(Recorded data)
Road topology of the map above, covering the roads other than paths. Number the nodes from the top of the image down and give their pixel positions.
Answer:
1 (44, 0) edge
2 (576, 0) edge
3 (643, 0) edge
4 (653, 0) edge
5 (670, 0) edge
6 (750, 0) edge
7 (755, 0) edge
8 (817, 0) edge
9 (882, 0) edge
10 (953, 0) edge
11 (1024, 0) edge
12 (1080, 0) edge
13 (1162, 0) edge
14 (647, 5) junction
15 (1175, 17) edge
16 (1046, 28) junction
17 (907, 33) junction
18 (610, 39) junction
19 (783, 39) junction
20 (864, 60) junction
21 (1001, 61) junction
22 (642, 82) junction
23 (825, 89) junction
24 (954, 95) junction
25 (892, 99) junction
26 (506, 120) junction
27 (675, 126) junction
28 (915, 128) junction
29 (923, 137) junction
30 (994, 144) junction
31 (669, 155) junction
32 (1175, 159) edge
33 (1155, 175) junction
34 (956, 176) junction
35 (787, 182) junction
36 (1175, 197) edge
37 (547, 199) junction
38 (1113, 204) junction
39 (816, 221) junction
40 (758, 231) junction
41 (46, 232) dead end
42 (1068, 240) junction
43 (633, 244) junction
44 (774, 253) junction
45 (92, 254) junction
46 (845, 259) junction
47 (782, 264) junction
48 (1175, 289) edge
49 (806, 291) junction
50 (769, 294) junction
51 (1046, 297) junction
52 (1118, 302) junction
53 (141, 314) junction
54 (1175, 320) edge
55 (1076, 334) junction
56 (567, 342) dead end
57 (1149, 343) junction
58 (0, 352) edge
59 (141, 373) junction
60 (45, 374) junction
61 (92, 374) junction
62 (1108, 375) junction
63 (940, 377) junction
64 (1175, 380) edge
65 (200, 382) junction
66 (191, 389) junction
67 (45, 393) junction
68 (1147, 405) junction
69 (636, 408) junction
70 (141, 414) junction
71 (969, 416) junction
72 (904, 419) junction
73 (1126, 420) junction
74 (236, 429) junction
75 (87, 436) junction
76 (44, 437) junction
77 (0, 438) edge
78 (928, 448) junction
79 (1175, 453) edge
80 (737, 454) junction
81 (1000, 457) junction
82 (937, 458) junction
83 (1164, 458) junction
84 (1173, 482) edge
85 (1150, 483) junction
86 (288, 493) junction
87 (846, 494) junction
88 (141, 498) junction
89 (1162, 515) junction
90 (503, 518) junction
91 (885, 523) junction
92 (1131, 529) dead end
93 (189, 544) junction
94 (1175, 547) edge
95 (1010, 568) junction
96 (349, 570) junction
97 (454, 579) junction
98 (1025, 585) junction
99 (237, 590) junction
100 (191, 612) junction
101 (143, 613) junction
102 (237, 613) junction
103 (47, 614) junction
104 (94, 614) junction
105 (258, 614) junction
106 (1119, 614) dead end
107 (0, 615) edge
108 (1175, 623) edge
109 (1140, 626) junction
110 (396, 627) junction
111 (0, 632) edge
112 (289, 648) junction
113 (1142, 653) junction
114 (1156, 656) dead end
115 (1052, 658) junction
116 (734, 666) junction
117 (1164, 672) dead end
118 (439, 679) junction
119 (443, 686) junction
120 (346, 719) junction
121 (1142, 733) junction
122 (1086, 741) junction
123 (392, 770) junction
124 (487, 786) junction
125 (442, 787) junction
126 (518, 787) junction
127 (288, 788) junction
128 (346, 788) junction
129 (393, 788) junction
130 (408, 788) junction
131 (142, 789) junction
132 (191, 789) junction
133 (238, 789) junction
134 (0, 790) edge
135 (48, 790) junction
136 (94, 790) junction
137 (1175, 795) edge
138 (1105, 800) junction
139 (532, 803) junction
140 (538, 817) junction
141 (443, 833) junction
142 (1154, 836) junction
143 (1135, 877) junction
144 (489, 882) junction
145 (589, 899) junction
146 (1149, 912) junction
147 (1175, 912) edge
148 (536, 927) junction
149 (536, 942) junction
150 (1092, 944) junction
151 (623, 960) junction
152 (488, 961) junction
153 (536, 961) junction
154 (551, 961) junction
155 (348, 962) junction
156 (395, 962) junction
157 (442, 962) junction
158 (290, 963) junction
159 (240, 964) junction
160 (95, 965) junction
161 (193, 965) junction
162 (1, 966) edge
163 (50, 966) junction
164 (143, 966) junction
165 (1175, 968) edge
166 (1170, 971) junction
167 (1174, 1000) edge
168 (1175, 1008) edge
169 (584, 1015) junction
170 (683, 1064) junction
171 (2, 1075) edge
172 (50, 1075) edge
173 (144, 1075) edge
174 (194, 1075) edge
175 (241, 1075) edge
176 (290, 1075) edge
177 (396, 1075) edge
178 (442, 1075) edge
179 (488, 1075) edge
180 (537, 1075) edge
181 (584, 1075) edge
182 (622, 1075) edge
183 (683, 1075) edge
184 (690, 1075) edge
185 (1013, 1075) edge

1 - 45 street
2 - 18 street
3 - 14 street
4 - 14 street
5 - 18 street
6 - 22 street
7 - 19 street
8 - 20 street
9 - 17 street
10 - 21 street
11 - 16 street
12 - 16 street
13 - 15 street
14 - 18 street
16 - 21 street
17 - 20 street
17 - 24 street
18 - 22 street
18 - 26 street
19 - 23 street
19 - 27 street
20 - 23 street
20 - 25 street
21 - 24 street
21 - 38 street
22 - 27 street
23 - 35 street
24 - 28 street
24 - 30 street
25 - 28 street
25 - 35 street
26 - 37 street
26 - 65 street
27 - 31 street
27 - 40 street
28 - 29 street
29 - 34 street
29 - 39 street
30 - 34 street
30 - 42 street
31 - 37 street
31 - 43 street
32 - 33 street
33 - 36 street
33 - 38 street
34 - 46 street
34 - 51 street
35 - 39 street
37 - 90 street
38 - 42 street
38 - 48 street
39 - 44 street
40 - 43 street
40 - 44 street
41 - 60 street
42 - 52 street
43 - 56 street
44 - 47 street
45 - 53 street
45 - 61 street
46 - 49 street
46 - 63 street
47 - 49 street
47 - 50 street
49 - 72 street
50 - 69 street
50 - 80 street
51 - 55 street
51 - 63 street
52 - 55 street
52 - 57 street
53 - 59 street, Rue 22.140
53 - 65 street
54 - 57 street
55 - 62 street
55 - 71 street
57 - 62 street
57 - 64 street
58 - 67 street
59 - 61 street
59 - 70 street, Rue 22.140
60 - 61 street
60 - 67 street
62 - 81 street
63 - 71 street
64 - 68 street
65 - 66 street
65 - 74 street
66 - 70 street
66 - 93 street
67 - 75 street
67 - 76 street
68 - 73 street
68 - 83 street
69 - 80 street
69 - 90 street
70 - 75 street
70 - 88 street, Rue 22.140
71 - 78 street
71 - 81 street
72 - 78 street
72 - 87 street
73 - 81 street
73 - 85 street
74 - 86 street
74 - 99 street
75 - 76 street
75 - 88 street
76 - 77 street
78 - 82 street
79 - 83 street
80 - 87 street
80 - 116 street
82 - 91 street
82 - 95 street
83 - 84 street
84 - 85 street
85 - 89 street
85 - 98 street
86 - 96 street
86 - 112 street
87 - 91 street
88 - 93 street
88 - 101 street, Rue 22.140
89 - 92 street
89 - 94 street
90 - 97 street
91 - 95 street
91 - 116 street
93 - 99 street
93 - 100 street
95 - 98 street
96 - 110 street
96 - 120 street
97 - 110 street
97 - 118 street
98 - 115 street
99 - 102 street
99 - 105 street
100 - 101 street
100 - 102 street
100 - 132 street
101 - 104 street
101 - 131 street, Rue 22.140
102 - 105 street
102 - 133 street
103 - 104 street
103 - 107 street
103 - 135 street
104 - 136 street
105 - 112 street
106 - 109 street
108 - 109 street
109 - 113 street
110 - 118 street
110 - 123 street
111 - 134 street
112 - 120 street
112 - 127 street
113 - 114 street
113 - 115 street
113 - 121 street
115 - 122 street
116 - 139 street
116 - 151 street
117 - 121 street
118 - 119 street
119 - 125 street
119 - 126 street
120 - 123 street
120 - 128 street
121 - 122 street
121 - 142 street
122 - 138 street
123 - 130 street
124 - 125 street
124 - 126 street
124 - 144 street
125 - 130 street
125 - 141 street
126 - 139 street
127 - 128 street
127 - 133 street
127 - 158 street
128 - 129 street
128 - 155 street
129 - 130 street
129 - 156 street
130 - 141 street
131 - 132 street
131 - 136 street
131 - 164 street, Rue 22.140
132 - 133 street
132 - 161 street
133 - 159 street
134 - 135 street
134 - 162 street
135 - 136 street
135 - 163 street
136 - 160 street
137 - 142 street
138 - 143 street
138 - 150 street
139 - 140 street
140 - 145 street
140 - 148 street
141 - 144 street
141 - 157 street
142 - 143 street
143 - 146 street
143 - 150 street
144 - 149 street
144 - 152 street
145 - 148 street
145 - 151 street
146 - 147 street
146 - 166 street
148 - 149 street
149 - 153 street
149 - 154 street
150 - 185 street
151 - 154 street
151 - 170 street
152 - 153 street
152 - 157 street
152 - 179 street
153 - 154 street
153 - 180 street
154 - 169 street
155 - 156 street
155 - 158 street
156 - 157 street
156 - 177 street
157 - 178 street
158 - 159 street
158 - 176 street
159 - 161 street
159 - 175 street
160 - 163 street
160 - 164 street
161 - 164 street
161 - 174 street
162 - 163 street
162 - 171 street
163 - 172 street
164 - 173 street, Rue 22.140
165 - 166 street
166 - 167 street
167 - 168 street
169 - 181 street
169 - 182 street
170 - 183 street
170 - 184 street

### WHAT YOU NEED TO DO
Considering only the data above, return the lines in which "dead" occurs.

### SOLUTION
41 (46, 232) dead end
56 (567, 342) dead end
92 (1131, 529) dead end
106 (1119, 614) dead end
114 (1156, 656) dead end
117 (1164, 672) dead end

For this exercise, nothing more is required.